Investors may be vulnerable to a variety of SPAC fraud by sponsors, including: 

Misrepresenting material facts related to the SPAC or the company to be acquired; Failing to properly investigate or conduct due diligence on the company to be acquired; or Engaging in self-dealing or failing to disclose conflicts of interest with the acquisition company. 

SPACs have recently come under SEC scrutiny and investor lawsuits against SPACs are on the rise.  According to MarketWatch, many of these lawsuits allege SPAC directors failed to disclose sufficient information about the companies they intended to merge with.

As of April 2022, the SEC has proposed new disclosure requirements for SPACs to mitigate these concerns. The Wall Street Journal states that the proposals, if implemented, “would make it harder for SPACs to raise money from investors and execute mergers.”
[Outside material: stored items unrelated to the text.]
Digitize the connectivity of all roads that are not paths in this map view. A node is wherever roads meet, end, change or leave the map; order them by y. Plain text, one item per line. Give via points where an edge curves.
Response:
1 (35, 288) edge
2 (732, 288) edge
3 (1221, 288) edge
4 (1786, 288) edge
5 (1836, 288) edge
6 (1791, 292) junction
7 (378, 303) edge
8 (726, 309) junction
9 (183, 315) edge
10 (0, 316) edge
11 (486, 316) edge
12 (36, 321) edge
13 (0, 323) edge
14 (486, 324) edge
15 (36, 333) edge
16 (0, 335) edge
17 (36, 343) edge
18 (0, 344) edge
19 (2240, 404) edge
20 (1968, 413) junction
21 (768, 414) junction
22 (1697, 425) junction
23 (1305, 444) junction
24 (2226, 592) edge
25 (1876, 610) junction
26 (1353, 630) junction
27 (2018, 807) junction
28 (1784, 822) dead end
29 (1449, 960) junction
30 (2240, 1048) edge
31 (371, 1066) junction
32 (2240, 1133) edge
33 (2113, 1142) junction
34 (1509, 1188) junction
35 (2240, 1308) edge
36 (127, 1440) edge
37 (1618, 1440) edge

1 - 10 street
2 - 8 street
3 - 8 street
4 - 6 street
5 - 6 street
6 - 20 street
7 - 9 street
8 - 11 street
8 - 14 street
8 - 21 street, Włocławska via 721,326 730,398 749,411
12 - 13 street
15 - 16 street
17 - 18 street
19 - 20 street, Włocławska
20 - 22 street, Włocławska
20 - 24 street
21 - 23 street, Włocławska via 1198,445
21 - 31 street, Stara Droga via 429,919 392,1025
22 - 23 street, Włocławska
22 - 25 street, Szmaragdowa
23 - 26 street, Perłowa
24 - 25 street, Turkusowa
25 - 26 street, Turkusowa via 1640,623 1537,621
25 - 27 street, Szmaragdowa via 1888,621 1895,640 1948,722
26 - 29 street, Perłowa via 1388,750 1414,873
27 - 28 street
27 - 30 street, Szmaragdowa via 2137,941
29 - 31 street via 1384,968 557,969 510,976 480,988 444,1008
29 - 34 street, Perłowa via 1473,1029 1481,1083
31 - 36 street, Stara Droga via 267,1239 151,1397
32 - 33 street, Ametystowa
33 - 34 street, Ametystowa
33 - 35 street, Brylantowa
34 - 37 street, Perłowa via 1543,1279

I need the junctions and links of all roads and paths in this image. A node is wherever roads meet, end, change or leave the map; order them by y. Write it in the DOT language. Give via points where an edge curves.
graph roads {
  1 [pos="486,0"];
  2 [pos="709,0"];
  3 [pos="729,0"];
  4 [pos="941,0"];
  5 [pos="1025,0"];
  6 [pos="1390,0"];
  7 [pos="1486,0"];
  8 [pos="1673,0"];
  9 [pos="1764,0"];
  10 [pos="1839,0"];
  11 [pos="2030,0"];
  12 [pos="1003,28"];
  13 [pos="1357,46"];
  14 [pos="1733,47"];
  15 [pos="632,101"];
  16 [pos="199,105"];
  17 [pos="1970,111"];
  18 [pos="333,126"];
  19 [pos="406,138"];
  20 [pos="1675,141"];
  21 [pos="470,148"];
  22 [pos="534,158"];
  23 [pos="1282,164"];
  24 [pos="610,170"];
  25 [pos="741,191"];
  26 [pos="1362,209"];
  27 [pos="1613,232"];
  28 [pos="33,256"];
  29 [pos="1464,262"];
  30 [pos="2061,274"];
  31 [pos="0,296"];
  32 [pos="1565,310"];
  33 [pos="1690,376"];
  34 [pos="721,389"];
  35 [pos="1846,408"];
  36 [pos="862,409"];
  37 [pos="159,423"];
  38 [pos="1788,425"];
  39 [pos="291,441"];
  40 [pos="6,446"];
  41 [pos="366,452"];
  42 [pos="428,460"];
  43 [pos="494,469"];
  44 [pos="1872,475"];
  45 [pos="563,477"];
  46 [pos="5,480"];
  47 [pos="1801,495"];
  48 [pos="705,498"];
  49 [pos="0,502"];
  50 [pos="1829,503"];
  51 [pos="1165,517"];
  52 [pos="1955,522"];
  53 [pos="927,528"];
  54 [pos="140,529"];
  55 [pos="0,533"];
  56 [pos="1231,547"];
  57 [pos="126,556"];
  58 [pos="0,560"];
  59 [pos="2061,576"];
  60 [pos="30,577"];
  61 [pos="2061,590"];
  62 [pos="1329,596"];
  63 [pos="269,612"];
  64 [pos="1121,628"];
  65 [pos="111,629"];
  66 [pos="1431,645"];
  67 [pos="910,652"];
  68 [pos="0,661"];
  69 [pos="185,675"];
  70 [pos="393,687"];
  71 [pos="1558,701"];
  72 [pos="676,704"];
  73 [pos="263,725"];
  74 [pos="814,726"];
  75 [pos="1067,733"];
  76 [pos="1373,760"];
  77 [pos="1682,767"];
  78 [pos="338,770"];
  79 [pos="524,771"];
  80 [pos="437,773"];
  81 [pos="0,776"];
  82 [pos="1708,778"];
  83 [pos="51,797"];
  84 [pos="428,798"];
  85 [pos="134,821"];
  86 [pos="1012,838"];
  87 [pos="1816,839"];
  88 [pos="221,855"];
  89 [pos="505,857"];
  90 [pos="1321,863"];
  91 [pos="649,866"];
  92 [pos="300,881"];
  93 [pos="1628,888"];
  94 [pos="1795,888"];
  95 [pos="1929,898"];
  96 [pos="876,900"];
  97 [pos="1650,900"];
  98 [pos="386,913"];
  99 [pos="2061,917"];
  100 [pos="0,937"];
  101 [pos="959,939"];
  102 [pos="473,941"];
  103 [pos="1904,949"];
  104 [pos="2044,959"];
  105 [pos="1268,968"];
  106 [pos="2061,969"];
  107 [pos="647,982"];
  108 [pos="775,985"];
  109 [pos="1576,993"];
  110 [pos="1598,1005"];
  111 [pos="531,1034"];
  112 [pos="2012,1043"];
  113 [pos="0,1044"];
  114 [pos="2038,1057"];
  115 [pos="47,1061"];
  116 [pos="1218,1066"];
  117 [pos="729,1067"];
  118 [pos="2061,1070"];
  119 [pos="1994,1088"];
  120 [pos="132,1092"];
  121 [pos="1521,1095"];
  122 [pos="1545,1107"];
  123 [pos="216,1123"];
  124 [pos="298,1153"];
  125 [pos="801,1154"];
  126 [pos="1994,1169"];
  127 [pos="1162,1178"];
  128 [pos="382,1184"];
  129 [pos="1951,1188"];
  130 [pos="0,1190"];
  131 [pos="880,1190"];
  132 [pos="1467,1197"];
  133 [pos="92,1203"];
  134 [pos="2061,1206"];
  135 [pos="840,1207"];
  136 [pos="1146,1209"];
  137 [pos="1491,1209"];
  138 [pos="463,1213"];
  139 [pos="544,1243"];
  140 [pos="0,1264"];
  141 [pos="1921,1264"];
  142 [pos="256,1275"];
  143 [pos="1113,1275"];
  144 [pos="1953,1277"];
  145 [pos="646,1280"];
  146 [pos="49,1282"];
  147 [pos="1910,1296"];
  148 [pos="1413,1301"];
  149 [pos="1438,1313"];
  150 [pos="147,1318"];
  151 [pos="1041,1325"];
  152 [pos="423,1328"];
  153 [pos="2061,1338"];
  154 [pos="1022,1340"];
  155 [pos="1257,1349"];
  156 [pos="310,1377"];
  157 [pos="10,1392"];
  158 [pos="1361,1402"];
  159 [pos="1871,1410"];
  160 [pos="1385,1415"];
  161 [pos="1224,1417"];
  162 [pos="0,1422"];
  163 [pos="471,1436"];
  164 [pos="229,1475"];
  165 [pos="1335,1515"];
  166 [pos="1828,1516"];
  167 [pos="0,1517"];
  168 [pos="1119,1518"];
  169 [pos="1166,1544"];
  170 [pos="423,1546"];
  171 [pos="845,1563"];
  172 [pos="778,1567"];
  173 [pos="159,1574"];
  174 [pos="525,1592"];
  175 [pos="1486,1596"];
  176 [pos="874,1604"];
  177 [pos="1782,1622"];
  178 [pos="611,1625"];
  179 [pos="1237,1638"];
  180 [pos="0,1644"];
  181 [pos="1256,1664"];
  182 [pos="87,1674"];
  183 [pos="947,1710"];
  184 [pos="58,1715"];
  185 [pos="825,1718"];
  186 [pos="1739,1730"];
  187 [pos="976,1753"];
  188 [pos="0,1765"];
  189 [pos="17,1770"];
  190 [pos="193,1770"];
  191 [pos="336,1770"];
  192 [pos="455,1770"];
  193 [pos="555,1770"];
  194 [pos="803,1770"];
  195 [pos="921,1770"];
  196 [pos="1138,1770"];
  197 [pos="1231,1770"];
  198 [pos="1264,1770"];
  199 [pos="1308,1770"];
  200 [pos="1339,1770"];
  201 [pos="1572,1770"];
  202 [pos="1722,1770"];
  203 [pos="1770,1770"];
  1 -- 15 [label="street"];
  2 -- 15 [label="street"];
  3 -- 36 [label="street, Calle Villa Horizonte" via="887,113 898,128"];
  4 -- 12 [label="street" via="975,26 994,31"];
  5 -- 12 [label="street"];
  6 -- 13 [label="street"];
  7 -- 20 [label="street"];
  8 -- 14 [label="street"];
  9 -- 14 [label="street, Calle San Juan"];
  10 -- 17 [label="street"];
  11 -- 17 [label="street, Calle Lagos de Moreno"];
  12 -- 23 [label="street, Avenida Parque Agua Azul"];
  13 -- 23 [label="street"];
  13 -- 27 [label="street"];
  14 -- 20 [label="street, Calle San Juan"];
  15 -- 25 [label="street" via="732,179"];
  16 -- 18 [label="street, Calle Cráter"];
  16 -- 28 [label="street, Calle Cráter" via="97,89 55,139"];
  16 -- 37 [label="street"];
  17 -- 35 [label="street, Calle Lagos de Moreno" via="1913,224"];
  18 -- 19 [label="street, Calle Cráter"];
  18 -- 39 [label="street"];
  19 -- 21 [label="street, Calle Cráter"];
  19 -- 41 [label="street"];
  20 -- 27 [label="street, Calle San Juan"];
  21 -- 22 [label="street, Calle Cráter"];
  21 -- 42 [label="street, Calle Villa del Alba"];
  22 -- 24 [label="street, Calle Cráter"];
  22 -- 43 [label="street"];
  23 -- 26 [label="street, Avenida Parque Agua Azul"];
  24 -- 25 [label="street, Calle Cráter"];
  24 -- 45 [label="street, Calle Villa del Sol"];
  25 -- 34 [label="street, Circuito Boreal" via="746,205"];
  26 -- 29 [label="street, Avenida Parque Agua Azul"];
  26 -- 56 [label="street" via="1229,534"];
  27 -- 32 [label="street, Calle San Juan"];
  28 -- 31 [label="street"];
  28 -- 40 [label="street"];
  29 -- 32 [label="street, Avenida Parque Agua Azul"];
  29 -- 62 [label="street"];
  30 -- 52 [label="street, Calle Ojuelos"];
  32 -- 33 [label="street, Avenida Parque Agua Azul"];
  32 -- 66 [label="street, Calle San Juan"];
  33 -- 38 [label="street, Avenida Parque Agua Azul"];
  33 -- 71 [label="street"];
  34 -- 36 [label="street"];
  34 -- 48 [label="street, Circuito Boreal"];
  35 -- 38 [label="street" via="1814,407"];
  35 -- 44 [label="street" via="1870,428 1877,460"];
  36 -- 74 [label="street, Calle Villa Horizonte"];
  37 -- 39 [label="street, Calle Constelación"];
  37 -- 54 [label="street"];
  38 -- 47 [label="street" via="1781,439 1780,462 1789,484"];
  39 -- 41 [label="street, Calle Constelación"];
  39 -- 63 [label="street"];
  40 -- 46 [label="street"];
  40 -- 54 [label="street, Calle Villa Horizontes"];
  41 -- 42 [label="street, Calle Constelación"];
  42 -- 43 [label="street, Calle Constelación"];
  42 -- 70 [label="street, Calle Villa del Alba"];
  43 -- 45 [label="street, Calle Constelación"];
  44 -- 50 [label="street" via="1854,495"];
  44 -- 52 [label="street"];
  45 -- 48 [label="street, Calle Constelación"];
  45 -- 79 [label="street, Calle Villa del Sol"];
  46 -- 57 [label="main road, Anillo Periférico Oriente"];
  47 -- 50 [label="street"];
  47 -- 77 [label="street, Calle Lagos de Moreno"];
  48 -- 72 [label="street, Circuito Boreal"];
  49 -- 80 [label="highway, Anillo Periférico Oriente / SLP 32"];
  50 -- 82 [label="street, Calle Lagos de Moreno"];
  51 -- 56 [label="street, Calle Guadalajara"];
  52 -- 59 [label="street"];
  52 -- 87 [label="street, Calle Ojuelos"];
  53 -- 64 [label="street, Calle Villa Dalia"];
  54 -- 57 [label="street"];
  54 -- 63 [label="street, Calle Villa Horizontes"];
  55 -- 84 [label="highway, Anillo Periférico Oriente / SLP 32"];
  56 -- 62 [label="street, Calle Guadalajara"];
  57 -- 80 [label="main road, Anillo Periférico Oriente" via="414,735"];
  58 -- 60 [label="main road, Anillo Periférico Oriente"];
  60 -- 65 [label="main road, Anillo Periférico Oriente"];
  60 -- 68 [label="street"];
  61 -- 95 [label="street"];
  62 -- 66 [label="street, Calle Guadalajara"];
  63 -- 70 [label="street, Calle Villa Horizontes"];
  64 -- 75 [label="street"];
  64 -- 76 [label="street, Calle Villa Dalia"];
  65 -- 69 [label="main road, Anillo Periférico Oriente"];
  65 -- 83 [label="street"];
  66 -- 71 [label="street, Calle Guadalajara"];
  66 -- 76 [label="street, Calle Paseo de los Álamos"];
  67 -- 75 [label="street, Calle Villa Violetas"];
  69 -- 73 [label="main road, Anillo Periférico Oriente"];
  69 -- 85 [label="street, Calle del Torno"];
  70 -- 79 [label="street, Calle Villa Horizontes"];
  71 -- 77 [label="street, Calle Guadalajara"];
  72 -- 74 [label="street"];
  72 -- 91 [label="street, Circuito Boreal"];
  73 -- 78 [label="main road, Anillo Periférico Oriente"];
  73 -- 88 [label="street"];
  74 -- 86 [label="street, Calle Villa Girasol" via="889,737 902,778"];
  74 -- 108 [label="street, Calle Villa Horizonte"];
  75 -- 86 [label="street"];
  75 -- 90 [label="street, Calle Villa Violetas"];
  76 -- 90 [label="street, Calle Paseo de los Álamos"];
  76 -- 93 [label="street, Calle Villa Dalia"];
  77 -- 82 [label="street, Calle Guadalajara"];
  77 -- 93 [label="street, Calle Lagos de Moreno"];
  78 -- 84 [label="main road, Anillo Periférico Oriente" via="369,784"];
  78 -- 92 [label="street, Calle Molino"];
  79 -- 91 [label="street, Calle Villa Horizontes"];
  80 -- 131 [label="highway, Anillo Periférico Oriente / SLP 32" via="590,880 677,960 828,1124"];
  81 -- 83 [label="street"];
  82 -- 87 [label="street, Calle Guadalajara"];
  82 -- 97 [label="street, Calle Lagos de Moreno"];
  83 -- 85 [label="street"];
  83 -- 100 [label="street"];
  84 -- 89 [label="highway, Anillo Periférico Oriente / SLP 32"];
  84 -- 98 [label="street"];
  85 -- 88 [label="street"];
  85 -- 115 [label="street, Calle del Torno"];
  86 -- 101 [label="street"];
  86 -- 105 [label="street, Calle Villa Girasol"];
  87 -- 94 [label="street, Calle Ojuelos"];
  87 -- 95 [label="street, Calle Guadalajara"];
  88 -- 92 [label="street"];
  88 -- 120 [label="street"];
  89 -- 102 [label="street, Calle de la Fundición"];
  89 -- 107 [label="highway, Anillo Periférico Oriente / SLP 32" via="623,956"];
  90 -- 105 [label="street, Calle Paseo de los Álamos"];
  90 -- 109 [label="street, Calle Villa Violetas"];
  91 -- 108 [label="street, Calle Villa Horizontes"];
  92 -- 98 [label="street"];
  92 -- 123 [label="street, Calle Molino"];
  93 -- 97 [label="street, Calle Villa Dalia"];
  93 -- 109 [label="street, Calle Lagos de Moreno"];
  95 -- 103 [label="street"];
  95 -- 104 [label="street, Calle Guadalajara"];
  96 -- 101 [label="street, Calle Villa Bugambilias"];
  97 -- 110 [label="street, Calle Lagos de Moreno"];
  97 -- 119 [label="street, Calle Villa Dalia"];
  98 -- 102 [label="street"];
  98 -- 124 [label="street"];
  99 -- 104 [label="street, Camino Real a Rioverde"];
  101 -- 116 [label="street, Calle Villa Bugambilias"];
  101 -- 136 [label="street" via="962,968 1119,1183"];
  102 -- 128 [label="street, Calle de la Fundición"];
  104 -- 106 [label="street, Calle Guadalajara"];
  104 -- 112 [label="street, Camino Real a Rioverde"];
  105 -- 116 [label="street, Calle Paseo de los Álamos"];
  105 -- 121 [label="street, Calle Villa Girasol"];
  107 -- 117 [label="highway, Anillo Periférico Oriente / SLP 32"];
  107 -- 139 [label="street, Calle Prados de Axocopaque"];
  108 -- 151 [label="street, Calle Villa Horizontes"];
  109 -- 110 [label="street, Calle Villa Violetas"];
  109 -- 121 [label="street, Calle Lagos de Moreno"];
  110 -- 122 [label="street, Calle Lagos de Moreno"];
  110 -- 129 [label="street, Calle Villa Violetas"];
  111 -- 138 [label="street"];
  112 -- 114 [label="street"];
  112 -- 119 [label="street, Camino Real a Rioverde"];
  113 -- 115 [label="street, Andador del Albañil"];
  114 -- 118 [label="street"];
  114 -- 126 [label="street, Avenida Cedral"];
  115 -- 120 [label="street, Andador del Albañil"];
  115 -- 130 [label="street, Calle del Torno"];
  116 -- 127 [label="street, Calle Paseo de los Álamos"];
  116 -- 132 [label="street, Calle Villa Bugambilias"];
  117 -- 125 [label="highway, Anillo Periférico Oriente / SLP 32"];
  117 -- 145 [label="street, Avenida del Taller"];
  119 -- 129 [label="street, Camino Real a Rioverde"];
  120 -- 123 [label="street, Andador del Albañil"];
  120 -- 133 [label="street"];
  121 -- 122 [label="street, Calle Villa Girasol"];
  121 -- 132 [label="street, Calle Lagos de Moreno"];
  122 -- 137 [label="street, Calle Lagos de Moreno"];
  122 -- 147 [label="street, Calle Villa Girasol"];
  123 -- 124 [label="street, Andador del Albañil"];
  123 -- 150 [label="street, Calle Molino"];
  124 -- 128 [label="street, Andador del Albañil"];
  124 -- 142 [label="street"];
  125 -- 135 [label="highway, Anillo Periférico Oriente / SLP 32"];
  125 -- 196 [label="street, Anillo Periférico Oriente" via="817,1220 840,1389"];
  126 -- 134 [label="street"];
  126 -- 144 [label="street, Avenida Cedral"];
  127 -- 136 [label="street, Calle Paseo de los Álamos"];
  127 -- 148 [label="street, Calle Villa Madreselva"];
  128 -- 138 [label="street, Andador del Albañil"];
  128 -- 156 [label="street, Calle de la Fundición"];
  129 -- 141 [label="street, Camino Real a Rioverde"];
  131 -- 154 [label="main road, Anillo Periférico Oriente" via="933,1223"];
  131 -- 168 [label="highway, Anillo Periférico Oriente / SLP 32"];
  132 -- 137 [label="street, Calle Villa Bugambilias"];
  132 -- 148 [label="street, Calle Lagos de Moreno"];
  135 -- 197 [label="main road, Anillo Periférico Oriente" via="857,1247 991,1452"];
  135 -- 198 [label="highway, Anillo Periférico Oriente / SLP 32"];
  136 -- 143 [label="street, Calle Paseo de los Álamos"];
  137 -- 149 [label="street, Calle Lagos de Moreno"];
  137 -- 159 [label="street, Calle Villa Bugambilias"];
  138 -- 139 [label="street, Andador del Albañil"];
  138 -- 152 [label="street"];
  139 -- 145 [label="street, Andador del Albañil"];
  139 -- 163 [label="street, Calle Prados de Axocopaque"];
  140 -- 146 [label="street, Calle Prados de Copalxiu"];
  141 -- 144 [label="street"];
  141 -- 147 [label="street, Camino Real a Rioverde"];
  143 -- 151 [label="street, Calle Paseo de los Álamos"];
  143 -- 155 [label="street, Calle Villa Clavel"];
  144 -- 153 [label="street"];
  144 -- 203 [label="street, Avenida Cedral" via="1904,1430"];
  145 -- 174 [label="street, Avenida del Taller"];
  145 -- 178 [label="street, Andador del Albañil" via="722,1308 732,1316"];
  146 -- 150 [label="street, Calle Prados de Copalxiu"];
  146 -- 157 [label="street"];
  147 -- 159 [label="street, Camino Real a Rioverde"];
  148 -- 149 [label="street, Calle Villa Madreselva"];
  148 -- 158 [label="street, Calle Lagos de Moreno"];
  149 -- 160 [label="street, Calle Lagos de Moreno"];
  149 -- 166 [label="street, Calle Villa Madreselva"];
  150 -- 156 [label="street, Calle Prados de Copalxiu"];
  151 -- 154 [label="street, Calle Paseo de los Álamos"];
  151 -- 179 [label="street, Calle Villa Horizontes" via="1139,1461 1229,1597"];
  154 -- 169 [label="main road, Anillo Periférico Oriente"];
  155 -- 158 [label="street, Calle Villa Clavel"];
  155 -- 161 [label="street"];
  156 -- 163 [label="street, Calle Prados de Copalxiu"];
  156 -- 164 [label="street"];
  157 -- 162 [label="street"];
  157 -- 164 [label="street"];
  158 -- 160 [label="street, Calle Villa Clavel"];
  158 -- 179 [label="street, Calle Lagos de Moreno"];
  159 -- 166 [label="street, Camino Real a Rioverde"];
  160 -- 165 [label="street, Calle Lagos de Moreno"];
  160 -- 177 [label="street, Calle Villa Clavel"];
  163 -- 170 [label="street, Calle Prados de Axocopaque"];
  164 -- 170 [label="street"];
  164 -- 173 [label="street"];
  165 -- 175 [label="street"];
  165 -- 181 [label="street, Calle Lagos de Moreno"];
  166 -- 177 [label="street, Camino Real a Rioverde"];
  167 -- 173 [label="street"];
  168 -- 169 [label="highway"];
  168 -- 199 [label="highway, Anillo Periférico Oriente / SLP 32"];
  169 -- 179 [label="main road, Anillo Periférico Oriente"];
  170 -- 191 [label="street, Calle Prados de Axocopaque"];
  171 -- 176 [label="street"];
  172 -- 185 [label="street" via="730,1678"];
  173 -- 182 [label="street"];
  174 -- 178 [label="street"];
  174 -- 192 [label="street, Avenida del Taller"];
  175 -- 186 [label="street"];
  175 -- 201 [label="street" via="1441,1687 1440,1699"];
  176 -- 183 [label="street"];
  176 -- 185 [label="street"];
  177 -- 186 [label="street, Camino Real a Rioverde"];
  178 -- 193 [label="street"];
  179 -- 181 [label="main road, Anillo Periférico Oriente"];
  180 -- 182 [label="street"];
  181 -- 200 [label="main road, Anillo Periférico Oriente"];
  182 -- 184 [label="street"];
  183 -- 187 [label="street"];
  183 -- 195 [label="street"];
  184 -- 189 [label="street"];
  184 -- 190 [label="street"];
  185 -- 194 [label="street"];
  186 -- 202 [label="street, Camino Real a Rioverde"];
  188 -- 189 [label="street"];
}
WHY HITTELMAN STRUNK LAW: We encourage investors to select qualified counsel with a track record of success in leadership roles. Often, firms issuing notices do not have comparable experience, resources, or any meaningful peer recognition.

Many of these firms do not actually litigate securities class actions. Be wise in selecting counsel. The Hittelman Strunk Law Firm represents investors and concentrates its practice in securities class actions and shareholder derivative litigation.
This article was shared with Prittle Prattle News as a Press Release.